Di Indonesia banyak
kita temukan kearifan lokal dan falsafah hidup yang cukup arif diberbagai
daerah. Namun jika kita ukur kualitas kearifan tersebut dari tingkat interaksi
kemasyarakatan dalam arti menyeluruh, maka ada dua daerah yang tingkat
wisdomnya cukup tinggi yaitu di Kajang, Bulukumba (SULSEL) dan di Banggai,
Sulawesi Tengah. Kalau di Kajang, Bulukumba kita mengetahui seleksi seseorang
untuk menjadi Amatoa begitu ketat dan panjang juga falsafah Amatoa benar-benar
sangat mempengaruhi pola dan corak hidup masyarakat Kajang.

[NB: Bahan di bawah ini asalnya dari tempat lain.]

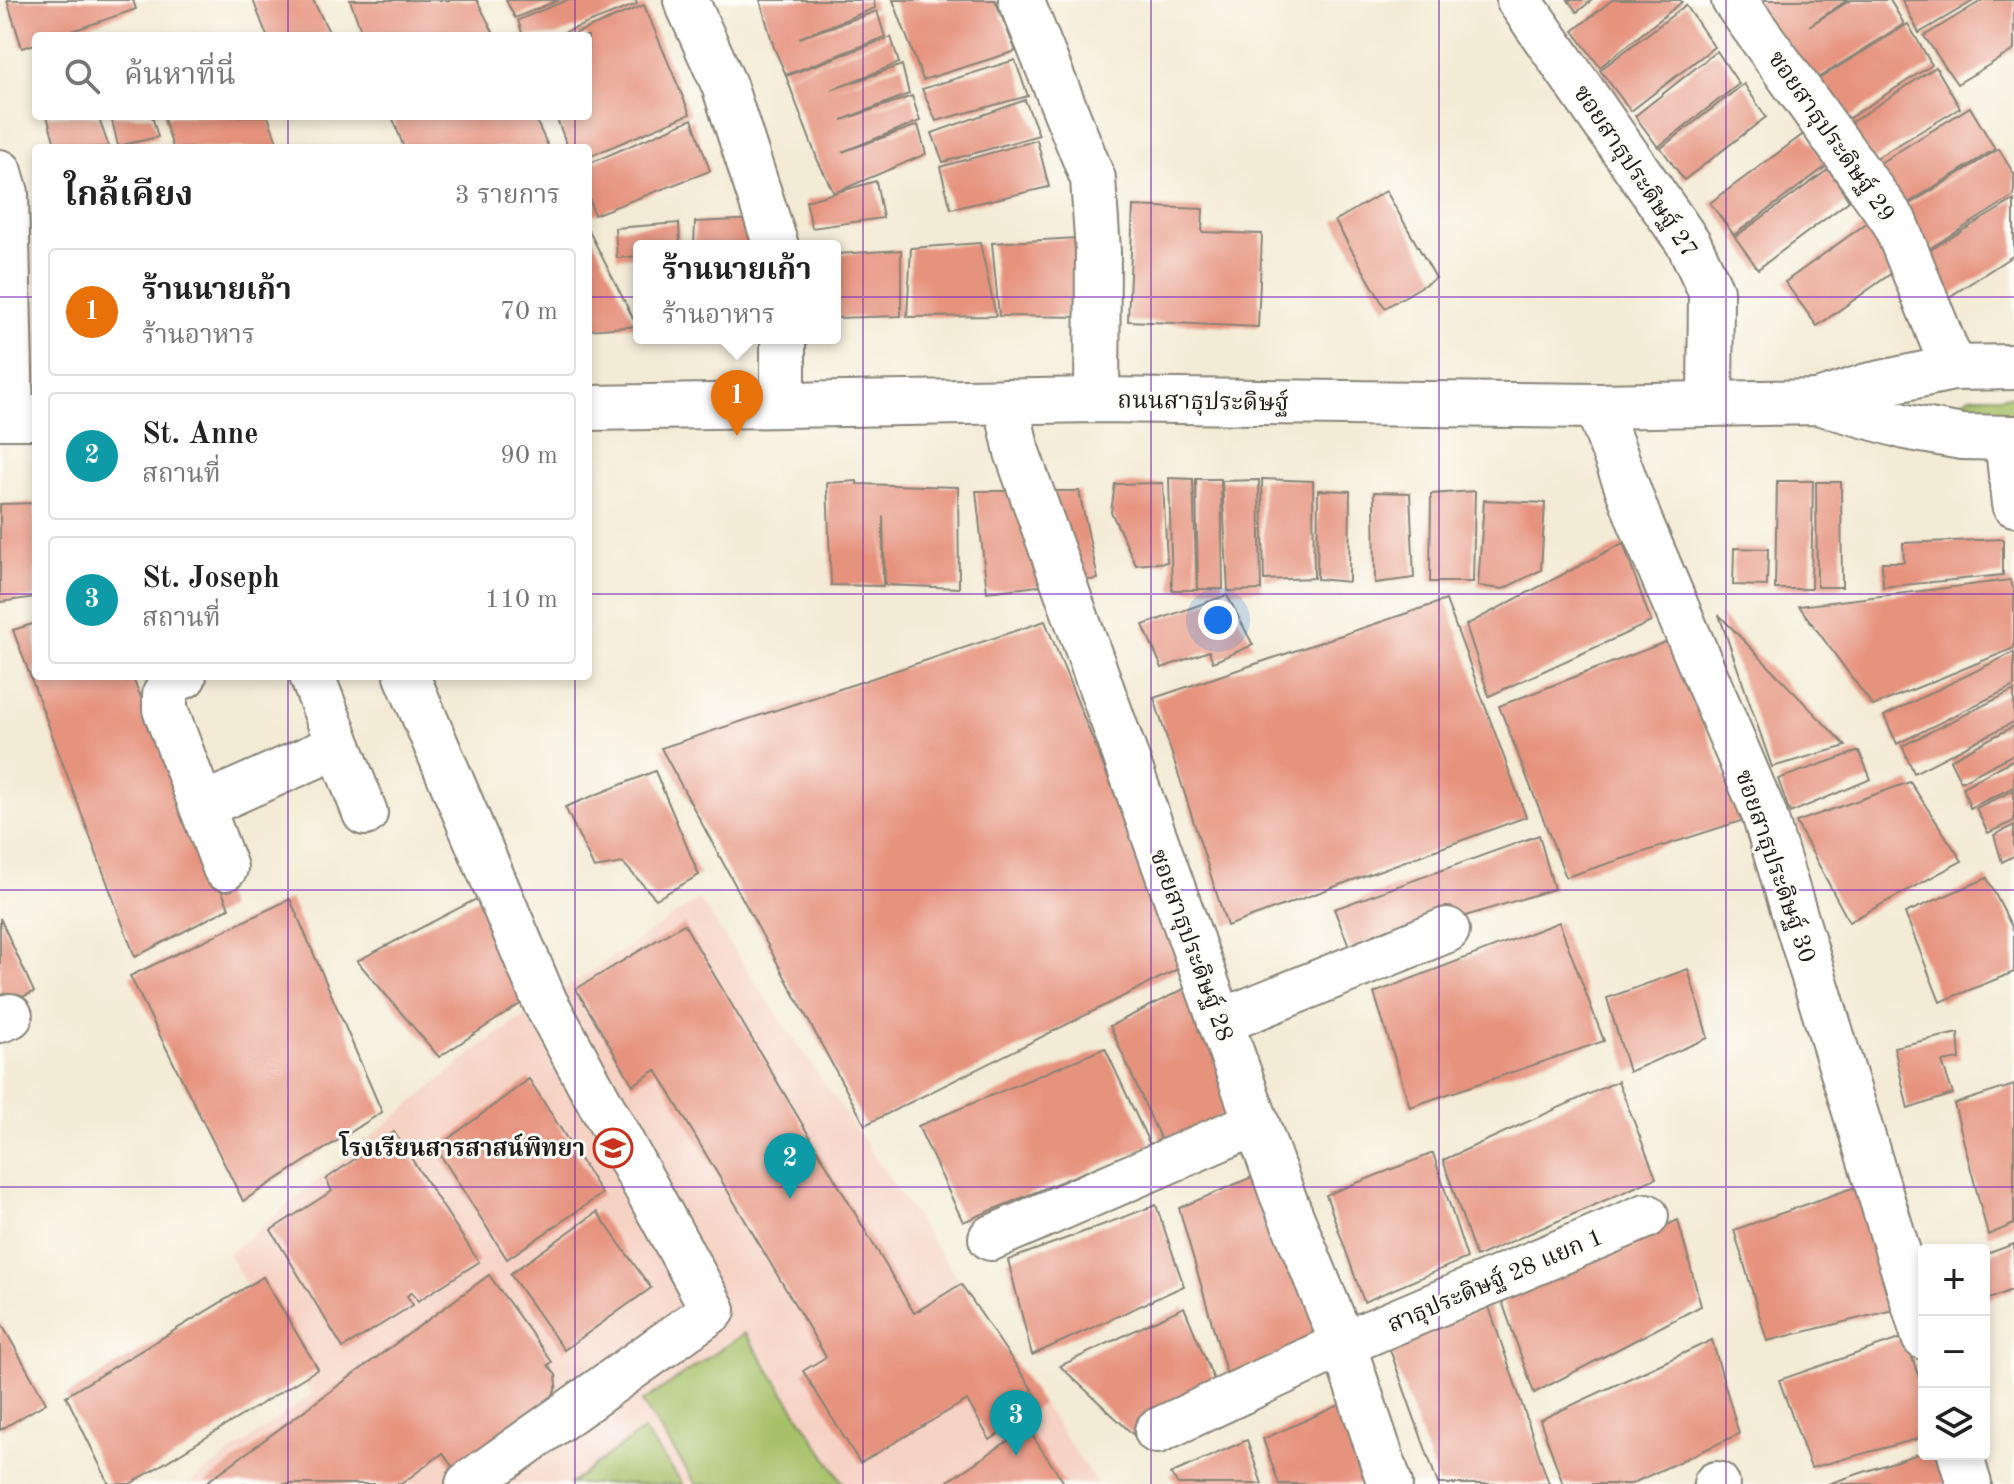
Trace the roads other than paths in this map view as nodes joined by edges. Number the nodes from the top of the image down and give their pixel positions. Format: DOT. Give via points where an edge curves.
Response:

Hingga tingkat
wisdom seseorang (Amatoa) dapat mempengaruhi seluruh interaksi kehidupan
masyarakat Kajang. Baik dari sisi hukum, kemasyarakatan, ekonomi, sosial budaya
dan sebagainya benar-benar mengacu pada falsafah Amatoa yang terkenal tingkat
wisdomnya amat tinggi.[1]
Begitupun di
Banggai Sulawesi Tengah, Falsafah Tuu-Tu pernah hidup dan bertahan 400 tahun
lamanya yang sampai saat ini kita masih mendapati jejaknya. Tuu-Tu dalam arti
harpia adalah kepala Negara, Raja, Kaisar, Sultan, Tomundo, Mumbu dan
sebagainya yang mengacu pada kepemimpinan puncak sebuah negara. Di Banggai
tempo dulu yang lebih dikenal dengan Tano Bolukan (Zaman Kerajaan) Tuu-Tu
adalah penamaan lain dari Raja, Tomundo atau Mumbu. Semuanya mengacu pada
pengertian pimpinan tertinggi (orang nomor satu) atau kepala Negara pada zaman
itu.
Namun menarik
dikaji bahwa Tuu-Tu tidak sekedar mengacu pada jabatan yang disandang seseorang
sebagai kepala negara atau raja. Jika kita membaca Babad Banggai yaitu sejak
tahun 1571, dimana Maulana Prins Mandapar untuk pertama kali membentuk sistem
pemerintahan modern yang demokratis sampai pada tahun 1959, ketika raja
Syukuran Amir menyerahkan kedaulatan pada NKRI, berturut-turut selama kurang
lebih empat abad lamanya raja-raja yang memerintah di Tano Bolukan dengan
jumlah berkisar 20-30 orang berturut-turut menduduki tahta Tano Bolukan namun
tidak semua dari orang-orang tersebut bergelar Tuu–Tu. Jadi Tuu–Tu tidak saja
mengacu pada jabatan tapi juga adalah gelar yang diberikan masyarakat, bahkan
Tuu–Tu adalah anugerah alam pada seseorang yang tingkat keberanian, ketabahan,
ilmu, keyakinan, kebijaksanaan dan karisma yang tidak diragukan lagi (manusia paripurna).
Namun ternyata
Tuu–Tu tidak saja sekedar gelar dan ukuran tingkat wisdom (kebijaksanaan)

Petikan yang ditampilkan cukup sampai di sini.